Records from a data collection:
'''

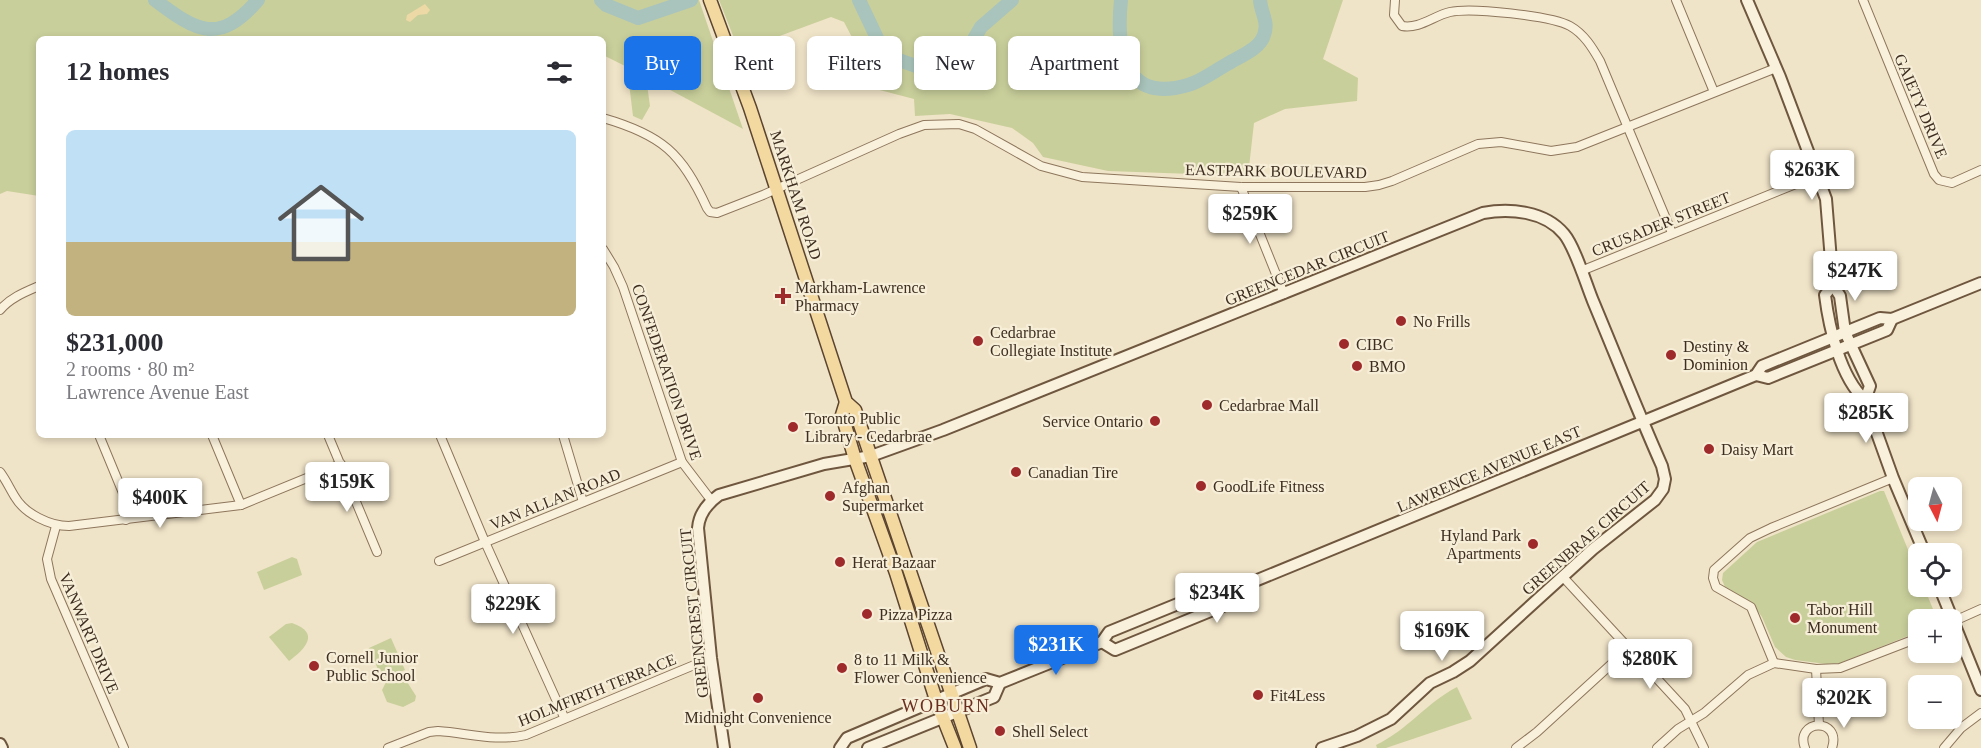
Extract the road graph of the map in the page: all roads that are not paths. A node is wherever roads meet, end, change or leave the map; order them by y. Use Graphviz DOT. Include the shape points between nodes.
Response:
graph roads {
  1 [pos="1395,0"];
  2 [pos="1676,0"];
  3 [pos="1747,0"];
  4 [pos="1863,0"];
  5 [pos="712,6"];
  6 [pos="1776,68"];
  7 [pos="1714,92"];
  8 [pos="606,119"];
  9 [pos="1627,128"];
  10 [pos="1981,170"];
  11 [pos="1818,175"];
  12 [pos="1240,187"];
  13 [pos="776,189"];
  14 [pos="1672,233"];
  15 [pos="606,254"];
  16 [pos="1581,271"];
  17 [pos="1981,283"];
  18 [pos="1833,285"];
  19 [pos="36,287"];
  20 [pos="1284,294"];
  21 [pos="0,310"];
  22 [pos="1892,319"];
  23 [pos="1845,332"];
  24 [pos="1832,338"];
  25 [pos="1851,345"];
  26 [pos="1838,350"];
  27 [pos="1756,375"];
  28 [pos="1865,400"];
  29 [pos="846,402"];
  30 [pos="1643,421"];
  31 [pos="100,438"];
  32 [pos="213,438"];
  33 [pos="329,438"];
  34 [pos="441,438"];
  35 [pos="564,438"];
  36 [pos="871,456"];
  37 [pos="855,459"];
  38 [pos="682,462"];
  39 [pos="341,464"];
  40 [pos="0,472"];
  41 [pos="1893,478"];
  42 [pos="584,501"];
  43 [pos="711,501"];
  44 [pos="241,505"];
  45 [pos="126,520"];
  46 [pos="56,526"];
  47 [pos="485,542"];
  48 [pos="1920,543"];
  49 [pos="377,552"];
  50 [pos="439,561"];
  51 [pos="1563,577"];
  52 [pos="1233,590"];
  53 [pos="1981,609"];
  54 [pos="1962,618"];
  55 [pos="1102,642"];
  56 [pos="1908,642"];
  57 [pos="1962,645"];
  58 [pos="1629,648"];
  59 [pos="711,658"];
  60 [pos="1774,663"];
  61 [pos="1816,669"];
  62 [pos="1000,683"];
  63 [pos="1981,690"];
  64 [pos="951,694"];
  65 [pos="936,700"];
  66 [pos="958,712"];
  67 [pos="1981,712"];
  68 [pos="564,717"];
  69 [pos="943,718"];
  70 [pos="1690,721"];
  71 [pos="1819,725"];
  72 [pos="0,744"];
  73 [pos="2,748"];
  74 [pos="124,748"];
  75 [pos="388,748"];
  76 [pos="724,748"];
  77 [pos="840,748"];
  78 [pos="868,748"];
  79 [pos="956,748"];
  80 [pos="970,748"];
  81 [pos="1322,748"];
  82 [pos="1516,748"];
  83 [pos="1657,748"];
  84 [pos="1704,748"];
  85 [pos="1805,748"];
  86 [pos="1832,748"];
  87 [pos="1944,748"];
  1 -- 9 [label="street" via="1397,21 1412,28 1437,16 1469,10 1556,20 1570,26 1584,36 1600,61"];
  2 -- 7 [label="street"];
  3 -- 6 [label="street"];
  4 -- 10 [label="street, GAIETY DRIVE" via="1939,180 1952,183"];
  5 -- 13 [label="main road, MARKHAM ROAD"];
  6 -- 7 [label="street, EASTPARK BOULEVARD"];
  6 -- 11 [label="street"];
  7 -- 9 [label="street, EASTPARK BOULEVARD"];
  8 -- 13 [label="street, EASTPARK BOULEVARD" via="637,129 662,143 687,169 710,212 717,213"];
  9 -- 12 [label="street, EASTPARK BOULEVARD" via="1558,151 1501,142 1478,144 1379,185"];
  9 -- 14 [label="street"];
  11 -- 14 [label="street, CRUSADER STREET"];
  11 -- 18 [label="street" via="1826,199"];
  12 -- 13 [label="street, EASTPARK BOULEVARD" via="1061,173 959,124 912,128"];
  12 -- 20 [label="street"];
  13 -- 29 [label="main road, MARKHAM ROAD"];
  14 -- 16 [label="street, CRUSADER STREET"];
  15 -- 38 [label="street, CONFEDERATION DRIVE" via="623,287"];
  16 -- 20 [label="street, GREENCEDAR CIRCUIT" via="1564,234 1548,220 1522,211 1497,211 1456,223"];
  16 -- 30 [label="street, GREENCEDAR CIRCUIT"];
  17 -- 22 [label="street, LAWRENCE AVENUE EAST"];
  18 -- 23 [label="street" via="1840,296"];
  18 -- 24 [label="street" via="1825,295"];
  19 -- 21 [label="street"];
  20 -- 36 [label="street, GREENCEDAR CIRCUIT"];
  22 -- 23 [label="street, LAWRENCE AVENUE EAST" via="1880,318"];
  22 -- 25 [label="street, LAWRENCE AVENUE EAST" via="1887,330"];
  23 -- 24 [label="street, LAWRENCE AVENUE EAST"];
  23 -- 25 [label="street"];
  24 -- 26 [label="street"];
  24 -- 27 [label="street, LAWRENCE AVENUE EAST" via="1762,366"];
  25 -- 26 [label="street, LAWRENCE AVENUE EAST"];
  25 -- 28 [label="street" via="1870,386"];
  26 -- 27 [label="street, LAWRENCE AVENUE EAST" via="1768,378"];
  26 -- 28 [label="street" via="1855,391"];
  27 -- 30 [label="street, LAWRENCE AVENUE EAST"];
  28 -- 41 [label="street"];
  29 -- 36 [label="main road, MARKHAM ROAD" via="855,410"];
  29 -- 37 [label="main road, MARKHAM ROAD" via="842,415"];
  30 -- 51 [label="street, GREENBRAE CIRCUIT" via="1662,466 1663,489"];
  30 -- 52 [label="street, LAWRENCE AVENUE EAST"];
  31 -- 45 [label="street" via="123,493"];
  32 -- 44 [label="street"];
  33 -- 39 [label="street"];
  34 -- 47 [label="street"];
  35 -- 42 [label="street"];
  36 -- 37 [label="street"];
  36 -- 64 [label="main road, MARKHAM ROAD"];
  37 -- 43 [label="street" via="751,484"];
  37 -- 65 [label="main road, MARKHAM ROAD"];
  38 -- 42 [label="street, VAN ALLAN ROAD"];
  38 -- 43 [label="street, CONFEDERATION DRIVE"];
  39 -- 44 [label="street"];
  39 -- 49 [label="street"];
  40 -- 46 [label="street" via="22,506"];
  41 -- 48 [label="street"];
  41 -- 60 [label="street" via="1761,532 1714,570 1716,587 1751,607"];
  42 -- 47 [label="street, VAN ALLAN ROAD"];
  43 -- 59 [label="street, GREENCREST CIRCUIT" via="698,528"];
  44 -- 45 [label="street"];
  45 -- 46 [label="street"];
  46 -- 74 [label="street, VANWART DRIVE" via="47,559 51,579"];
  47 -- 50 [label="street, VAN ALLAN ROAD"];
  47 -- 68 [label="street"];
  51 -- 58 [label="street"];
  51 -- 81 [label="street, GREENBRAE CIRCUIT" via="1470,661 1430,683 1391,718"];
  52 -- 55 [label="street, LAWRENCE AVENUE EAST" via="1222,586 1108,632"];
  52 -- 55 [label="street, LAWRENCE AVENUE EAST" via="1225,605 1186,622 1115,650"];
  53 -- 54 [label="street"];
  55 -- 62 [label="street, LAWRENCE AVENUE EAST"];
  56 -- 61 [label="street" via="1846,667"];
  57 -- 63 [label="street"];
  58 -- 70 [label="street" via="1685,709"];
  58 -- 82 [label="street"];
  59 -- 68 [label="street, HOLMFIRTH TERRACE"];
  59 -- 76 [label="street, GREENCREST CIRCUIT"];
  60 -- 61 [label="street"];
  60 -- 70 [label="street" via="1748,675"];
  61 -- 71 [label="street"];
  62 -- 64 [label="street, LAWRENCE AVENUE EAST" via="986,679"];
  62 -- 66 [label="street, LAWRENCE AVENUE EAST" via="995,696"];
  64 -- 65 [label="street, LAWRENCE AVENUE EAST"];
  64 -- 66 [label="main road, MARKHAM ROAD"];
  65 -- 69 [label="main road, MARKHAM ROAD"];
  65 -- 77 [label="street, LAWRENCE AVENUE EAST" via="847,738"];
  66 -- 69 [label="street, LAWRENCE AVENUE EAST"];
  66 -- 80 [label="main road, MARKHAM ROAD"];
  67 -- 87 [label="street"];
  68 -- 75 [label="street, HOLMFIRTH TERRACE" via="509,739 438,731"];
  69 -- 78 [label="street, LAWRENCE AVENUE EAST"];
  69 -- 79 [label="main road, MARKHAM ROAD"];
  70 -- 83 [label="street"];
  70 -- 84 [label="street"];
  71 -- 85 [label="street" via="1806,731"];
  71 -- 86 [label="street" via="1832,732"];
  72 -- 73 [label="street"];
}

'''

PROBLEM TO WORK ON:
Which lines above hold the word "BOULEVARD"? Copy each of them.

THE COMPLETED TASK:
  6 -- 7 [label="street, EASTPARK BOULEVARD"];
  7 -- 9 [label="street, EASTPARK BOULEVARD"];
  8 -- 13 [label="street, EASTPARK BOULEVARD" via="637,129 662,143 687,169 710,212 717,213"];
  9 -- 12 [label="street, EASTPARK BOULEVARD" via="1558,151 1501,142 1478,144 1379,185"];
  12 -- 13 [label="street, EASTPARK BOULEVARD" via="1061,173 959,124 912,128"];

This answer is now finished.